■ WHAT THE EXERCISE ASKS ■
Word for word, restate the entries below and exclude every image.
Top of DATASET RECORDS
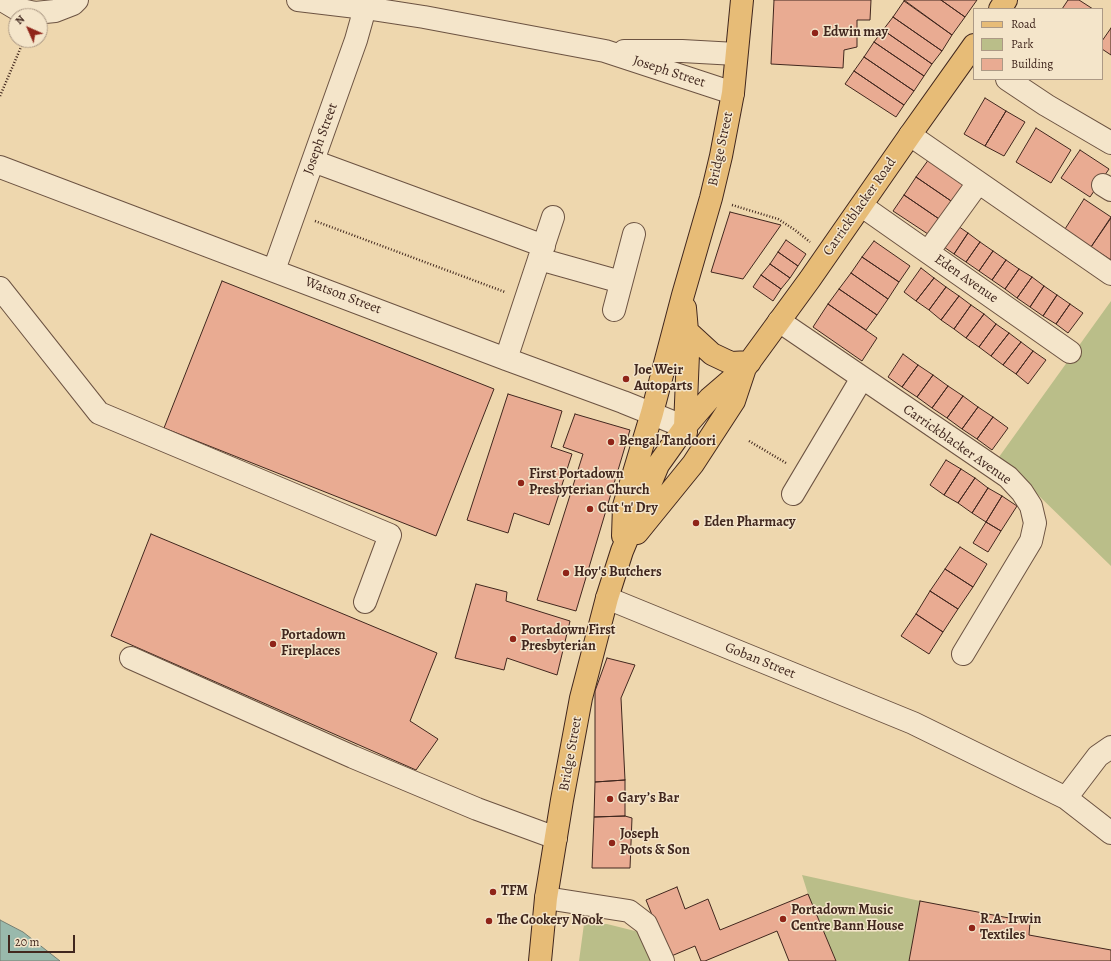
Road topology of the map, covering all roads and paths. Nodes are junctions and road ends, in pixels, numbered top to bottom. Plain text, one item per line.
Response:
1 (2, 0) edge
2 (77, 0) edge
3 (298, 0) edge
4 (742, 0) edge
5 (365, 8) junction
6 (425, 8) edge
7 (21, 48) edge
8 (605, 51) junction
9 (972, 52) edge
10 (736, 54) junction
11 (1009, 80) edge
12 (732, 93) junction
13 (0, 96) edge
14 (910, 136) junction
15 (1111, 143) edge
16 (313, 161) junction
17 (0, 167) edge
18 (978, 183) junction
19 (711, 198) junction
20 (862, 206) junction
21 (294, 213) junction
22 (553, 217) dead end
23 (634, 234) dead end
24 (542, 252) junction
25 (928, 252) junction
26 (827, 255) junction
27 (274, 270) junction
28 (1111, 274) edge
29 (621, 282) junction
30 (0, 288) edge
31 (683, 294) junction
32 (526, 299) junction
33 (614, 310) dead end
34 (779, 321) junction
35 (687, 331) junction
36 (1070, 352) dead end
37 (506, 359) junction
38 (748, 365) junction
39 (862, 378) junction
40 (652, 413) junction
41 (685, 427) junction
42 (749, 441) dead end
43 (693, 464) junction
44 (805, 474) junction
45 (793, 494) dead end
46 (622, 551) junction
47 (607, 598) junction
48 (365, 602) dead end
49 (963, 654) dead end
50 (131, 658) dead end
51 (1111, 747) edge
52 (1066, 798) junction
53 (1111, 833) edge
54 (556, 838) junction
55 (546, 898) junction
56 (540, 961) edge
57 (663, 961) edge

1 - 2 street
3 - 5 street, Joseph Street
4 - 10 main road, Bridge Street
5 - 6 street, Joseph Street
5 - 16 street, Joseph Street
6 - 8 street, Joseph Street
7 - 13 path
8 - 10 street, Joseph Street
8 - 12 street, Joseph Street
9 - 14 main road, Carrickblacker Road
10 - 12 main road, Bridge Street
11 - 15 street
12 - 19 main road, Bridge Street
14 - 18 street
14 - 20 main road, Carrickblacker Road
16 - 21 street, Joseph Street
16 - 24 street
17 - 27 street, Watson Street
18 - 25 street
18 - 28 street
19 - 26 path
19 - 31 main road, Bridge Street
20 - 25 street, Eden Avenue
20 - 26 main road, Carrickblacker Road
21 - 27 street, Joseph Street
21 - 32 path
22 - 24 street
23 - 29 street
24 - 29 street
24 - 32 street
25 - 36 street, Eden Avenue
26 - 34 main road, Carrickblacker Road
27 - 37 street, Watson Street
29 - 33 street
30 - 48 street
31 - 35 main road, Bridge Street
31 - 40 main road, Bridge Street
32 - 37 street
34 - 38 main road, Carrickblacker Road
34 - 39 street, Carrickblacker Avenue
35 - 38 main road
35 - 41 main road, Bridge Street
37 - 40 street, Watson Street
38 - 41 main road, Carrickblacker Road
38 - 43 main road, Carrickblacker Road
39 - 44 street
39 - 49 street, Carrickblacker Avenue
40 - 41 street, Watson Street
40 - 46 main road, Bridge Street
41 - 43 main road, Bridge Street
41 - 46 main road, Bridge Street
42 - 44 path
43 - 46 main road, Bridge Street
44 - 45 street
46 - 47 main road, Bridge Street
47 - 52 street, Goban Street
47 - 54 main road, Bridge Street
50 - 54 street
51 - 52 street
52 - 53 street, Goban Street
54 - 55 main road, Bridge Street
55 - 56 main road, Bridge Street
55 - 57 street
Bottom of DATASET RECORDS
■ EXERCISE RESULT ■
Road topology of the map, covering all roads and paths. Nodes are junctions and road ends, in pixels, numbered top to bottom. Plain text, one item per line.
Response:
1 (2, 0) edge
2 (77, 0) edge
3 (298, 0) edge
4 (742, 0) edge
5 (365, 8) junction
6 (425, 8) edge
7 (21, 48) edge
8 (605, 51) junction
9 (972, 52) edge
10 (736, 54) junction
11 (1009, 80) edge
12 (732, 93) junction
13 (0, 96) edge
14 (910, 136) junction
15 (1111, 143) edge
16 (313, 161) junction
17 (0, 167) edge
18 (978, 183) junction
19 (711, 198) junction
20 (862, 206) junction
21 (294, 213) junction
22 (553, 217) dead end
23 (634, 234) dead end
24 (542, 252) junction
25 (928, 252) junction
26 (827, 255) junction
27 (274, 270) junction
28 (1111, 274) edge
29 (621, 282) junction
30 (0, 288) edge
31 (683, 294) junction
32 (526, 299) junction
33 (614, 310) dead end
34 (779, 321) junction
35 (687, 331) junction
36 (1070, 352) dead end
37 (506, 359) junction
38 (748, 365) junction
39 (862, 378) junction
40 (652, 413) junction
41 (685, 427) junction
42 (749, 441) dead end
43 (693, 464) junction
44 (805, 474) junction
45 (793, 494) dead end
46 (622, 551) junction
47 (607, 598) junction
48 (365, 602) dead end
49 (963, 654) dead end
50 (131, 658) dead end
51 (1111, 747) edge
52 (1066, 798) junction
53 (1111, 833) edge
54 (556, 838) junction
55 (546, 898) junction
56 (540, 961) edge
57 (663, 961) edge

1 - 2 street
3 - 5 street, Joseph Street
4 - 10 main road, Bridge Street
5 - 6 street, Joseph Street
5 - 16 street, Joseph Street
6 - 8 street, Joseph Street
7 - 13 path
8 - 10 street, Joseph Street
8 - 12 street, Joseph Street
9 - 14 main road, Carrickblacker Road
10 - 12 main road, Bridge Street
11 - 15 street
12 - 19 main road, Bridge Street
14 - 18 street
14 - 20 main road, Carrickblacker Road
16 - 21 street, Joseph Street
16 - 24 street
17 - 27 street, Watson Street
18 - 25 street
18 - 28 street
19 - 26 path
19 - 31 main road, Bridge Street
20 - 25 street, Eden Avenue
20 - 26 main road, Carrickblacker Road
21 - 27 street, Joseph Street
21 - 32 path
22 - 24 street
23 - 29 street
24 - 29 street
24 - 32 street
25 - 36 street, Eden Avenue
26 - 34 main road, Carrickblacker Road
27 - 37 street, Watson Street
29 - 33 street
30 - 48 street
31 - 35 main road, Bridge Street
31 - 40 main road, Bridge Street
32 - 37 street
34 - 38 main road, Carrickblacker Road
34 - 39 street, Carrickblacker Avenue
35 - 38 main road
35 - 41 main road, Bridge Street
37 - 40 street, Watson Street
38 - 41 main road, Carrickblacker Road
38 - 43 main road, Carrickblacker Road
39 - 44 street
39 - 49 street, Carrickblacker Avenue
40 - 41 street, Watson Street
40 - 46 main road, Bridge Street
41 - 43 main road, Bridge Street
41 - 46 main road, Bridge Street
42 - 44 path
43 - 46 main road, Bridge Street
44 - 45 street
46 - 47 main road, Bridge Street
47 - 52 street, Goban Street
47 - 54 main road, Bridge Street
50 - 54 street
51 - 52 street
52 - 53 street, Goban Street
54 - 55 main road, Bridge Street
55 - 56 main road, Bridge Street
55 - 57 street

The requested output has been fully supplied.